Other items on his itinerary were more predictable: the Wonders of the Peak, and a focus on spas, which were just beginning to be significant destinations at this time. He is suitably impressed by Chatsworth, but comments about the moor above the house: ‘a waste and howling wilderness, over which, when strangers travel, they are obliged to take guides, or it would be next to impossible not to lose their way’. As for getting to Matlock (which he labels as a village), Defoe maintains that the warm springs would be worth visiting if access was not by ‘ a base, stony, mountainous road’ – presumably the route over Scarthin, which was eventually superseded by blasting the present road through the rocks at Cromford.

Nineteenth-century painting of High Tor, Matlock

Lea Road: A sorry, soggy story

Gateposts in Bow Wood show that this was more than a path

The tendency of Derbyshire roads, over time, has been a shift from high-level routes to more convenient ways in the valleys, with gentler gradients. A good example is the road from Cromford Bridge to Lea Bridge, which in medieval times ran past the site of Cromford Station and then turned uphill at Wood End, away from the Derwent, and ran past Castletop farm and through Bow Wood and down to the Lea Brook.

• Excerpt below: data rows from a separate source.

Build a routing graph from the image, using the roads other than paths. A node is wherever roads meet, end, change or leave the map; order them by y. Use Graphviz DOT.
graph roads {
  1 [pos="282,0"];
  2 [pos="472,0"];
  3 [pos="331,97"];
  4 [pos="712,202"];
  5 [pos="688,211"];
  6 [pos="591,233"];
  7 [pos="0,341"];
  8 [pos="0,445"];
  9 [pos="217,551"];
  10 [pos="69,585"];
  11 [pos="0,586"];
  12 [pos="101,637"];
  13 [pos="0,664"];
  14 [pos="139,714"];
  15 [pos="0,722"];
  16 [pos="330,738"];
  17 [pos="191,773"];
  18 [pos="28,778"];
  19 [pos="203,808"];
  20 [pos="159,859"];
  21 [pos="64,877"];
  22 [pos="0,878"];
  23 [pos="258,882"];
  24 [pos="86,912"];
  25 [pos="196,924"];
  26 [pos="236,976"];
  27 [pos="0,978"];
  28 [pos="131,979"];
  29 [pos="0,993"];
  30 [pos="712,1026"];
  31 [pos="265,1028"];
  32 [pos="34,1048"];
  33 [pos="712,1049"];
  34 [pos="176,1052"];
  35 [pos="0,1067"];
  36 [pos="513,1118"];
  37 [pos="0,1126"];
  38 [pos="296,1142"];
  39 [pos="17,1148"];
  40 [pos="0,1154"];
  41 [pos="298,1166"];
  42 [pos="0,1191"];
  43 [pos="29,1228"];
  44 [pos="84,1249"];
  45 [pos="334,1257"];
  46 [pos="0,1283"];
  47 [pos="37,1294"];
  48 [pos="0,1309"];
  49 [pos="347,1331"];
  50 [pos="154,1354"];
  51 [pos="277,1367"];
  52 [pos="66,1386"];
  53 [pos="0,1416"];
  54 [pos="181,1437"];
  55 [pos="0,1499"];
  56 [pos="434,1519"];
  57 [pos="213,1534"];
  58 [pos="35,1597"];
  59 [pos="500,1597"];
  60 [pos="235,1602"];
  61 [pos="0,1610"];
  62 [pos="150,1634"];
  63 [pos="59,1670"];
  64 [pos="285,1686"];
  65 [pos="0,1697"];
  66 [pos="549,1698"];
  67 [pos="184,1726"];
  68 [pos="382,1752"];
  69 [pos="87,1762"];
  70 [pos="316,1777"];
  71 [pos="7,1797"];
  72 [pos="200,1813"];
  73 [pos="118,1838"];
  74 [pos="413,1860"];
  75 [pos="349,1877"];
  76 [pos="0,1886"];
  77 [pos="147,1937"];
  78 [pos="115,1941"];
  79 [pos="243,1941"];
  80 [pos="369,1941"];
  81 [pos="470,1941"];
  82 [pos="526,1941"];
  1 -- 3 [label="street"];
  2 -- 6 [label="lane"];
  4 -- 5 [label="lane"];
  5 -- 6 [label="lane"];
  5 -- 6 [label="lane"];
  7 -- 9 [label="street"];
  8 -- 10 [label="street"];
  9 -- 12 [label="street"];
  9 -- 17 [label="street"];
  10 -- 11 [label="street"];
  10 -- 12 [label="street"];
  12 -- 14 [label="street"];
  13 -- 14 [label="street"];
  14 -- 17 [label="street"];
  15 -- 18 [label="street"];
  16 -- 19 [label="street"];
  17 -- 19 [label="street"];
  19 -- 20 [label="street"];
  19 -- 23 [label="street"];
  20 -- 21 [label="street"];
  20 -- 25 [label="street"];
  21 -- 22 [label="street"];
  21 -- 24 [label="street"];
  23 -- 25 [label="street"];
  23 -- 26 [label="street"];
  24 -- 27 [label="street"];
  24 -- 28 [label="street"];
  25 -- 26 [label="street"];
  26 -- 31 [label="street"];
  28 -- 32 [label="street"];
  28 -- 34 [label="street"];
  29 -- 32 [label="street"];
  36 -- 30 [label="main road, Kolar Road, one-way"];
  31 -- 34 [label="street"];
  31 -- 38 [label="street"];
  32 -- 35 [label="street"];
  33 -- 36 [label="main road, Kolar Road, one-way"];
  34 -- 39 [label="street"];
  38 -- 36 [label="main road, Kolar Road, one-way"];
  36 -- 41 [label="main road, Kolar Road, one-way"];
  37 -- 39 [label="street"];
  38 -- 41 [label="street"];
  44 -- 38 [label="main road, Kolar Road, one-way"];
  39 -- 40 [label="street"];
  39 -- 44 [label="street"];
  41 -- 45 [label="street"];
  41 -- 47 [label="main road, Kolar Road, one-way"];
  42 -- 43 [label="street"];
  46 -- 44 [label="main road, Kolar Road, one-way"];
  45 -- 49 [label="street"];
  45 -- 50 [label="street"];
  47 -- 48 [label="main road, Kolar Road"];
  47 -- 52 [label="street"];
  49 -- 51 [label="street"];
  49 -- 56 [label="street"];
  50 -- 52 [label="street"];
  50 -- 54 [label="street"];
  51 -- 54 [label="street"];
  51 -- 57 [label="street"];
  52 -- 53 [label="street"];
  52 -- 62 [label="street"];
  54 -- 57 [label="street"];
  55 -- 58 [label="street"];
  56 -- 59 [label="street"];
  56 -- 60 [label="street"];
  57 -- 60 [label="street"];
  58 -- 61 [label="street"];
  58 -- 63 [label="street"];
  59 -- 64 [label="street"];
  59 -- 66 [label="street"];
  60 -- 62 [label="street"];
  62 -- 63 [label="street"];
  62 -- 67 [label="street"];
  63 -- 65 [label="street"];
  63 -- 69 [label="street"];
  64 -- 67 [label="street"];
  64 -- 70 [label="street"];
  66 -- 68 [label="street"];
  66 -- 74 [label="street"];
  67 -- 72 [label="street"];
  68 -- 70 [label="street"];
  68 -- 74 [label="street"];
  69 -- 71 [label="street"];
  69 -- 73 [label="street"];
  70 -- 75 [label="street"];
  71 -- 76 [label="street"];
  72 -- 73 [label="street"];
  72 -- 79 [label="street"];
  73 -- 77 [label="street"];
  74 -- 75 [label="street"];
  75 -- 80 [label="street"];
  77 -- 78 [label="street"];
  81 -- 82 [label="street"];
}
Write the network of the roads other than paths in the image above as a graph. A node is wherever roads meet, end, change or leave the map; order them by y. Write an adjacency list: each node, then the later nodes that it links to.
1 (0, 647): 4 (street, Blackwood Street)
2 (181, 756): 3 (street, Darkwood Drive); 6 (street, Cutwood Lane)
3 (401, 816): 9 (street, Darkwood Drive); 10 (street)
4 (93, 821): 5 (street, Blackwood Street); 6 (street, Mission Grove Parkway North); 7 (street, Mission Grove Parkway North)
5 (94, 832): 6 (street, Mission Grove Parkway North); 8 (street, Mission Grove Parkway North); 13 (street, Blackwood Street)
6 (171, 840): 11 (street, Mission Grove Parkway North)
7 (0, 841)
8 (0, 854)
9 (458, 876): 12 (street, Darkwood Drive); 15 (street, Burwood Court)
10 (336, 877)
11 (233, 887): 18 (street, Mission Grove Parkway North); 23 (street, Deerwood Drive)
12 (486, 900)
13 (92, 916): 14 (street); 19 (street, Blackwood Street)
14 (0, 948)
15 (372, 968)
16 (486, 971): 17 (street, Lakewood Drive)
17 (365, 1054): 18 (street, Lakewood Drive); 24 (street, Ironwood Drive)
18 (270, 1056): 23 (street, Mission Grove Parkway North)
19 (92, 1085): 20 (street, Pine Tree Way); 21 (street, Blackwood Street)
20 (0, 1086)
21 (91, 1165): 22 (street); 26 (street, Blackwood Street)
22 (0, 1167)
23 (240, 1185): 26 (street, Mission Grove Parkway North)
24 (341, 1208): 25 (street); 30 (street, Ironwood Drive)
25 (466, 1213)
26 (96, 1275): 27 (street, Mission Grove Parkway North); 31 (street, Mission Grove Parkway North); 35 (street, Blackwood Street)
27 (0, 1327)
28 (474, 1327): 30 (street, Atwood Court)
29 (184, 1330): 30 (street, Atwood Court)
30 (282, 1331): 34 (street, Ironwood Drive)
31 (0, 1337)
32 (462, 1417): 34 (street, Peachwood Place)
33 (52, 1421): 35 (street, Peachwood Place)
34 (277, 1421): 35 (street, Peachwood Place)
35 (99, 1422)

This route can still be followed on foot, taking the path just past the railway bridge, up through the wood, and then joining the old track beyond the house.

However, when the Cromford Bridge and Langley Mill Turnpike Trust was established, an easier route was selected, following the river up to what is now High Peak Junction, and then turning north east to Lea Bridge, at that time quite an industrial complex. This new road went on to Holloway, Crich, Bull Bridge and Codnor Gate (where until recently the turnpike was commemorated by the Gate pub).

The road had a tendency to flood in very wet weather, especially near the Cromford railway bridge, but remained a useful route for over two hundred years. But following heavy rain in November 2019, the river had undercut the bank and part of the road collapsed in January 2020, causing the council to close the road the next day.

The road today

In the nearly two years since the road closure the residents of Lea Bridge and Holloway have had no direct access to Cromford or Matlock, and so have had to make lengthy detours on narrow lanes, such as the route over Riber hill. What they find most annoying is the lack of any sense of urgency in re-opening this critical route. Derbyshire County Council and their contractors, Eurovia, have produced a variety of excuses for the prolonged closure, claiming that there have been further landslips. Yet on a a warm dry autumnal day like today no-one is working on the site, while the road, for some reason, is even closed to walkers and cyclists.

They shall not pass

Given that the old turnpike road was engineered by men with wheelbarrows and picks, it seems incredible that today, with modern equipment, we are incapable of repairing a few hundred yards of road in less than two years.